Back in the day, if you wanted to catch a ferry to the mainland, you didn’t have to go much farther than your neighborhood dock.
Pick any year in the pre-Roosevelt half-century – let’s say, 1934 – and Puget Sound was awash in “Mosquito Fleet” ferry routes.
A Depression-era ferry schedule for the Kitsap County Transportation Co. shows the breadth of service offered by steamers of all sizes, for walk-ons and drivers alike. Bainbridge Islanders could reach Brownsville in Central Kitsap from Fletcher Bay on one of seven daily departures; those eastbound could hop aboard at Port Blakely and get to downtown Seattle almost around the clock. Both Suquamish and Port Ludlow enjoyed direct ferry links to Seattle’s Ballard neighborhood. Fauntleroy dock in south Seattle was linked to Vashon Island and Harper landing in South Kitsap.
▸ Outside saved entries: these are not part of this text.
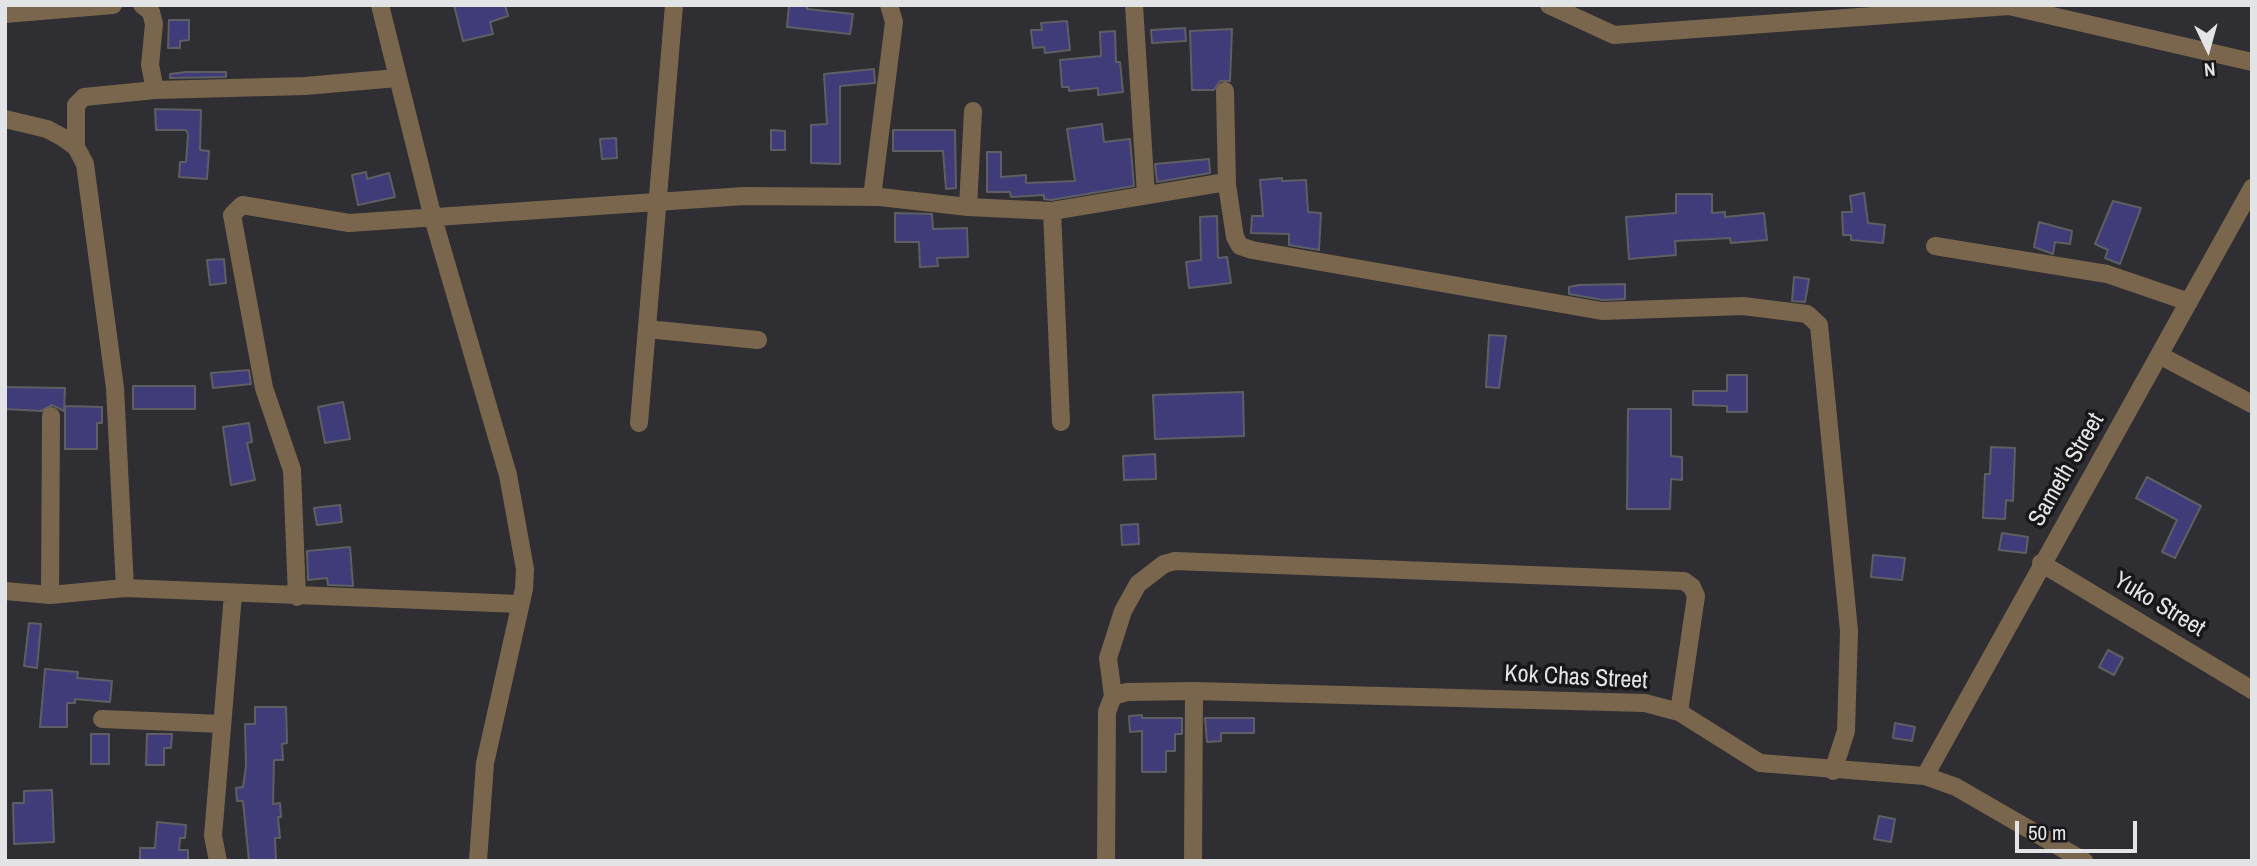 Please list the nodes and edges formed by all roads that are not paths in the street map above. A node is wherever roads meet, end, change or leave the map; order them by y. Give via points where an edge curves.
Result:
1 (113, 5) edge
2 (142, 5) edge
3 (380, 5) edge
4 (674, 5) edge
5 (889, 5) edge
6 (1133, 5) edge
7 (1549, 5) edge
8 (5, 15) edge
9 (2252, 62) edge
10 (397, 79) junction
11 (155, 90) junction
12 (1225, 91) dead end
13 (973, 111) dead end
14 (5, 119) edge
15 (76, 147) junction
16 (1227, 185) junction
17 (2252, 188) edge
18 (1146, 195) junction
19 (872, 197) junction
20 (657, 200) junction
21 (968, 207) junction
22 (1052, 211) junction
23 (433, 218) junction
24 (1935, 246) dead end
25 (2189, 302) junction
26 (647, 329) junction
27 (758, 340) dead end
28 (2161, 356) junction
29 (2252, 404) edge
30 (51, 416) dead end
31 (1061, 422) dead end
32 (639, 423) dead end
33 (2040, 564) junction
34 (125, 588) junction
35 (5, 591) edge
36 (233, 594) junction
37 (50, 595) junction
38 (297, 597) junction
39 (519, 604) junction
40 (2252, 690) edge
41 (1194, 691) junction
42 (1113, 696) junction
43 (1679, 712) junction
44 (102, 719) dead end
45 (222, 724) junction
46 (1833, 771) junction
47 (1925, 776) junction
48 (218, 861) edge
49 (478, 861) edge
50 (1106, 861) edge
51 (1193, 861) edge
52 (2084, 861) edge

1 - 8 street
2 - 11 street via 155,24 150,65
3 - 10 street
4 - 20 street
5 - 19 street via 894,22
6 - 18 street
7 - 9 street via 1614,34 2009,6
10 - 11 street
10 - 23 street
11 - 15 street via 79,100
12 - 16 street
13 - 21 street
14 - 15 street via 47,130
15 - 34 street via 85,164 115,388
16 - 18 street
16 - 46 street via 1236,237 1240,246 1252,250 1602,311 1743,306 1807,314 1819,325 1849,631 1846,731
17 - 25 street, Sameth Street
18 - 22 street
19 - 20 street via 744,195
19 - 21 street
20 - 23 street
20 - 26 street
21 - 22 street
22 - 31 street
23 - 38 street via 349,223 242,205 233,211 264,388 292,470
23 - 39 street via 508,475 525,569
24 - 25 street via 2107,274
25 - 28 street, Sameth Street
26 - 27 street
26 - 32 street
28 - 29 street
28 - 33 street, Sameth Street
30 - 37 street
33 - 40 street, Yuko Street
33 - 47 street, Sameth Street
34 - 36 street
34 - 37 street
35 - 37 street
36 - 38 street
36 - 45 street
38 - 39 street
39 - 49 street via 485,763
41 - 42 street, Kok Chas Street
41 - 43 street, Kok Chas Street via 1645,703
41 - 51 street
42 - 43 street via 1108,658 1123,611 1138,584 1175,561 1684,581 1696,596
42 - 50 street via 1107,712
43 - 46 street, Kok Chas Street via 1760,763
44 - 45 street
45 - 48 street via 213,836
46 - 47 street, Kok Chas Street
47 - 52 street, Kok Chas Street via 1955,787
The Seattle-Bremerton run was well-established, and took on new, wartime importance within just a few years. And these routes don’t count the dozens more docks dotting Bainbridge and other shorelines that saw service from the Puget Sound Navigation Company (the “Black Ball Line”) and other players at one time or another.
A “Yes” vote for Proposition 1 on Feb. 6 – for which ballots go into the mail today – won’t bring back the glory days of the Mosquito Fleet. But it will better disperse cross-sound traffic and transportation amongst Kitsap County communities, a good thing for Bainbridge Island.
Sponsored by Kitsap Transit, the measure would raise the Kitsap County sales tax by three-tenths of a cent, or 30 cents on a $100 purchase. The funding would establish direct foot-ferry service between Kingston and downtown Seattle, shore up the Bremerton run (currently struggling under a private operator), and link Port Orchard and Southworth with downtown Seattle as well. The system would be a public-private hybrid, with Kitsap Transit owning the fleet and contracting for service with private operators. New high-tech, low-wake vessels are planned.
Make no mistake: Washington State Ferries will not bring back foot ferry service if Kitsap Transit fails, nor can private operators make a real go of it without a public subsidy. That’s where WSF came from in the first place; beleaguered by high capital costs and post-war labor strife, the private Black Ball ferry line was subsumed by the state in 1950. Since that time, service has been consolidated to a handful of routes with ever-bigger ferries. The net effect has been the concentration of automobiles along corridors serving those terminals – among them, Winslow. Islanders feel the resulting pressure on highway traffic, downtown parking and commute times every workday, and it’s getting uncomfortable.
By contrast, regular and swift foot-ferry service for Central Kitsap (via Bremerton) and North Kitsap (through Kingston) to downtown Seattle will mean fewer off-island commuters crossing Bainbridge to take the Winlsow ferry. That’s smart planning as our community and those around us grow.
We’re not really sure who coined “Mosquito Fleet.” The 1890 edition Webster’s Dictionary defined the term as “an aggregation of comparatively small vessels associated in some way, as the smaller coasting vessel of a port.” In 1947, a writer opined that “the canoe, the small sailing vessel, the Sound steamer, and later the gasoline and diesel-power packets were the Mosquito Fleet, the key to progress on the western shore of Washington State.”
Kitsap Transit’s foot ferry plan lives up to our heritage of efficient cross-sound transportation, and the Review urges a “Yes” vote on Proposition 1.